Collected data entries:
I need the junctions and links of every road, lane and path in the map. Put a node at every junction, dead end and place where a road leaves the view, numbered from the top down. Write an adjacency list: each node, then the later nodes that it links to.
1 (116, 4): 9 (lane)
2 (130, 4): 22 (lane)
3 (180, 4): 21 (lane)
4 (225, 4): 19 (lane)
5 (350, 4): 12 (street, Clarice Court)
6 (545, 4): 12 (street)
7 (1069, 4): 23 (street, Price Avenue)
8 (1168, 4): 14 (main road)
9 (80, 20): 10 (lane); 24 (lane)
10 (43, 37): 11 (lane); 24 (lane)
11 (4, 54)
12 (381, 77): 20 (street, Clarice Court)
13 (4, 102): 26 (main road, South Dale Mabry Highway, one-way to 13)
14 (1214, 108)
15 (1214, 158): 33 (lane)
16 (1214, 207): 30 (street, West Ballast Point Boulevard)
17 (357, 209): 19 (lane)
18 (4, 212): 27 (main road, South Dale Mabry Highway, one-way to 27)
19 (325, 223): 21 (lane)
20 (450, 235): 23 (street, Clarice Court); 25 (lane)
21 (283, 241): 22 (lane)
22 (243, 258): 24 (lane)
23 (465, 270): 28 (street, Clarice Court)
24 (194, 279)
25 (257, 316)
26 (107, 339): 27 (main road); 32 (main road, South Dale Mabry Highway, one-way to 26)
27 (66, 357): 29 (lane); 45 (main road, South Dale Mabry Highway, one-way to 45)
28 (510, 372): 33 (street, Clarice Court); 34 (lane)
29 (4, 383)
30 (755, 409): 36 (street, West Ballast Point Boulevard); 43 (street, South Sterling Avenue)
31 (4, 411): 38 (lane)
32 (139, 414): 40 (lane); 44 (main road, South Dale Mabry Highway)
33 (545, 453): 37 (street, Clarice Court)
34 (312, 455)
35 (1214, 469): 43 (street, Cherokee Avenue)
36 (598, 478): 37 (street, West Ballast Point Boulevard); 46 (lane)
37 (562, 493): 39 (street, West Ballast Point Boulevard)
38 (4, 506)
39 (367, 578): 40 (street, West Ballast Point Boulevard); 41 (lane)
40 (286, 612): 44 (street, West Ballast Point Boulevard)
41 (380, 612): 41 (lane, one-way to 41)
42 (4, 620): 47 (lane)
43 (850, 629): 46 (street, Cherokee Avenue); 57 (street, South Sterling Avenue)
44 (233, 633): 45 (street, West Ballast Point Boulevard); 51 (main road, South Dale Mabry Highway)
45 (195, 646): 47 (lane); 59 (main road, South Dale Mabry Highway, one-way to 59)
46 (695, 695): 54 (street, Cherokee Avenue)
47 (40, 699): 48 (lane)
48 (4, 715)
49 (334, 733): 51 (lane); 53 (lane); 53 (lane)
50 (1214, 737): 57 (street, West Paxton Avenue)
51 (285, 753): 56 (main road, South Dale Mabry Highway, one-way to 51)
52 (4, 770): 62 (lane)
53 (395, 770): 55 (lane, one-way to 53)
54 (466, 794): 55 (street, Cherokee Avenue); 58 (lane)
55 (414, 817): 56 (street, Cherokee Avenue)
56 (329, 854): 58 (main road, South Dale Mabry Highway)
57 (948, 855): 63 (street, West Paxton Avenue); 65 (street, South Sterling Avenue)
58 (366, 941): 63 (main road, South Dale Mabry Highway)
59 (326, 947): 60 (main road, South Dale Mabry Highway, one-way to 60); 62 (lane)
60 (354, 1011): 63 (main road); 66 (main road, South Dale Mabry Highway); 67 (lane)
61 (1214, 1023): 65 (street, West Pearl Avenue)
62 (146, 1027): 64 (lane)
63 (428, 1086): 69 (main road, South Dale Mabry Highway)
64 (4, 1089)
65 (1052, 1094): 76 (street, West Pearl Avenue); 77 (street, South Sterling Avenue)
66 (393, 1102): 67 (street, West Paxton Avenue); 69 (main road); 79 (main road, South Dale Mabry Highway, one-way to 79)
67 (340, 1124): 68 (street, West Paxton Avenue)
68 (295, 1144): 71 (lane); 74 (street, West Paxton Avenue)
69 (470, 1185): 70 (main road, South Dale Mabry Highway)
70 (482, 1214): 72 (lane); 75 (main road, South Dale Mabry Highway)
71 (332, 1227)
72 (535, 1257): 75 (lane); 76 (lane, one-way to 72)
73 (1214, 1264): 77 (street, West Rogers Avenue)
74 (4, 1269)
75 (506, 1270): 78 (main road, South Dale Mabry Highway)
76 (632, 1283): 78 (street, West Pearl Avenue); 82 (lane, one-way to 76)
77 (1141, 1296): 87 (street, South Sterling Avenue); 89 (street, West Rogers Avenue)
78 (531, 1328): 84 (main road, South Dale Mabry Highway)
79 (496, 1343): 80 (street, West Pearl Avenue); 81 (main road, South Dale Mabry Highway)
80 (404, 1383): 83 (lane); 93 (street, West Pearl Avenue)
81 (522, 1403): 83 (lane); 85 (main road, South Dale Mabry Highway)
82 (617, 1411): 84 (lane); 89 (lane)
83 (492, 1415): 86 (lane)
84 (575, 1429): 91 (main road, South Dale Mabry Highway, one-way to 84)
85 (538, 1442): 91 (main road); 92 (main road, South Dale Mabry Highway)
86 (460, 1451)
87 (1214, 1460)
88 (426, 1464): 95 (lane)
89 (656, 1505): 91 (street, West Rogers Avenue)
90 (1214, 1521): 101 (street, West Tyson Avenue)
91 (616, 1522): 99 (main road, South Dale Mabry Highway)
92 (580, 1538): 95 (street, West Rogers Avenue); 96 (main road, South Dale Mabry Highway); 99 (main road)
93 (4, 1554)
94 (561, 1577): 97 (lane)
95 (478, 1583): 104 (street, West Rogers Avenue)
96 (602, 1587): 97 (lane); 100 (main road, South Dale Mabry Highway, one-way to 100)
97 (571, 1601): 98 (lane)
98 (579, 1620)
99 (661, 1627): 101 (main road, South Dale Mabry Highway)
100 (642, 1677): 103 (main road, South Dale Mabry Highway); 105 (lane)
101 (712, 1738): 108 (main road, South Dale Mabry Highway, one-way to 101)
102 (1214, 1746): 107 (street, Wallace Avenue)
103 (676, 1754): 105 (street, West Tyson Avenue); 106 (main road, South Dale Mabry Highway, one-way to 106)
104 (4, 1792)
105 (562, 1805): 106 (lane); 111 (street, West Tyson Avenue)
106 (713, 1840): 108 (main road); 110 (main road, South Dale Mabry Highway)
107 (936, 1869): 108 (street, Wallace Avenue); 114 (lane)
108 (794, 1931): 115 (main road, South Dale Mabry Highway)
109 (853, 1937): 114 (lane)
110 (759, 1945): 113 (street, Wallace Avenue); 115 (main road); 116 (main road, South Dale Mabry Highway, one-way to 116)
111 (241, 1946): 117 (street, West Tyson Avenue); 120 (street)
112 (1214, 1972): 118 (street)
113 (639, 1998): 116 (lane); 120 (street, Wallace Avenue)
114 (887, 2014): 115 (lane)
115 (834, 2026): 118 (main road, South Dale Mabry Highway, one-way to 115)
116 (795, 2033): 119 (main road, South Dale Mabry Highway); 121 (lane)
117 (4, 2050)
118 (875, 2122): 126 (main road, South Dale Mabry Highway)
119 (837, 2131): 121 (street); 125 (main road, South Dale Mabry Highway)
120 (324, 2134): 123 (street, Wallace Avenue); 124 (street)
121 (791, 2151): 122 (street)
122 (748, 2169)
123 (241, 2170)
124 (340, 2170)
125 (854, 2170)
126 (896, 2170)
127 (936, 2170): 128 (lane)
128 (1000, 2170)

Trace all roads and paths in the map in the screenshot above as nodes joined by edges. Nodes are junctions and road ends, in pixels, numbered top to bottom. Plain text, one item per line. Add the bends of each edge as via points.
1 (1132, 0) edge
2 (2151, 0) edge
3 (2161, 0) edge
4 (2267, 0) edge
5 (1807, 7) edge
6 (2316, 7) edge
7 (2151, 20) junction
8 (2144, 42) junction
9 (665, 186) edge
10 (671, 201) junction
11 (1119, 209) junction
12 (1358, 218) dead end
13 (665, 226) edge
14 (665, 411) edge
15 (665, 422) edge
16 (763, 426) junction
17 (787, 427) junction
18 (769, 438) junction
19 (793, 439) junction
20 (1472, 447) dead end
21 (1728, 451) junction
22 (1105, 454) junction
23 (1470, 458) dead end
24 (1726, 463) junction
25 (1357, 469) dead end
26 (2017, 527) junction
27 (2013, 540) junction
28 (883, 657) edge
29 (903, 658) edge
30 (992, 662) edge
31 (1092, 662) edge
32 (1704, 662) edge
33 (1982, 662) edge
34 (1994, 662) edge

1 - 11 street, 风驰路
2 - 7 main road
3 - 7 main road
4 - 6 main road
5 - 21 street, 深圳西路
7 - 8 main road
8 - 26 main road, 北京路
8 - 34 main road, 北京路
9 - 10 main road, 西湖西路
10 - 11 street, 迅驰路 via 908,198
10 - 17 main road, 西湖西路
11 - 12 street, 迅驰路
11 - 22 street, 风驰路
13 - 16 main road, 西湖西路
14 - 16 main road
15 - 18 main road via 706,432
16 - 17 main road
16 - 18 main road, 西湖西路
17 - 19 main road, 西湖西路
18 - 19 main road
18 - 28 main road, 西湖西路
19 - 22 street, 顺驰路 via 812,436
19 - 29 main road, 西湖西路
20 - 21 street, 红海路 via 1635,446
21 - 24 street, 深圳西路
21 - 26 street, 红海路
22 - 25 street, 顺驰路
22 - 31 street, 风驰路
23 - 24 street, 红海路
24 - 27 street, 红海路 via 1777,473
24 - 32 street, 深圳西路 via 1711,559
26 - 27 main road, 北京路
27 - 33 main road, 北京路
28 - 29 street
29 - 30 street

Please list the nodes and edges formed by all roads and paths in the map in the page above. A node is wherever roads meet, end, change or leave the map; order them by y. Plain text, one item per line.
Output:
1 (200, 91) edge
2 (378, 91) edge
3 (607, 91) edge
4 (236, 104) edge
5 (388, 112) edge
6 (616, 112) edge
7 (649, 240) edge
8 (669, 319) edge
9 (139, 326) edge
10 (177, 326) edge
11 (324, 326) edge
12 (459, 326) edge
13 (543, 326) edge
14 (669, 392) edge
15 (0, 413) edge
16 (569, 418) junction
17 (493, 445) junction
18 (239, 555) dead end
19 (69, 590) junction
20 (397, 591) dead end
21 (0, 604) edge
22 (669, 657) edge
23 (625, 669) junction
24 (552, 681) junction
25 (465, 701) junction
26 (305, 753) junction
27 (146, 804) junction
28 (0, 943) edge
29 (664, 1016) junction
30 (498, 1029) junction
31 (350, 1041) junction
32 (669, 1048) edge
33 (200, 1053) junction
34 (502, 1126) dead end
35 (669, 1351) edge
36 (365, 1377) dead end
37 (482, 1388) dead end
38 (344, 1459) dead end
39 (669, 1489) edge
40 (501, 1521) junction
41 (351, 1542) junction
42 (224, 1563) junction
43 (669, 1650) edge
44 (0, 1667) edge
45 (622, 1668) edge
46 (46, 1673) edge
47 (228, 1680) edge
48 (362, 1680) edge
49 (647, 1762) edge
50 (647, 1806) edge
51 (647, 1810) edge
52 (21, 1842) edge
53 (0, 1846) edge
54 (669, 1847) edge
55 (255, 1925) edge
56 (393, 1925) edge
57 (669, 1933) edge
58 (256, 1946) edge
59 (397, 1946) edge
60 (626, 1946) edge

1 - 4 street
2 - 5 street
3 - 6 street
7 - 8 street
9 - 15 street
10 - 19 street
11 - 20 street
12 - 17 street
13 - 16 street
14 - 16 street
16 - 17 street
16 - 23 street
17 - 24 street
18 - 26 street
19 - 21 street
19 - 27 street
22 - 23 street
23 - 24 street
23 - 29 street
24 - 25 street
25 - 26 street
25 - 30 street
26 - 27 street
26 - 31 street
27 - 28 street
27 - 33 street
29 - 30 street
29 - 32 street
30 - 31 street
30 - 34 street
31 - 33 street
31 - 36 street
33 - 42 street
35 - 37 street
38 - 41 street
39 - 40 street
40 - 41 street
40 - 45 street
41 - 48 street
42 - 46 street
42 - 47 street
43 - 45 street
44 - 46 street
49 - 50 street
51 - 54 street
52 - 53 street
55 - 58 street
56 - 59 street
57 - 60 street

> WHAT NEEDS TO BE DONE:
Find out how many lines above hold "Tyson". Write only the number.

> COMPLETED TASK:
4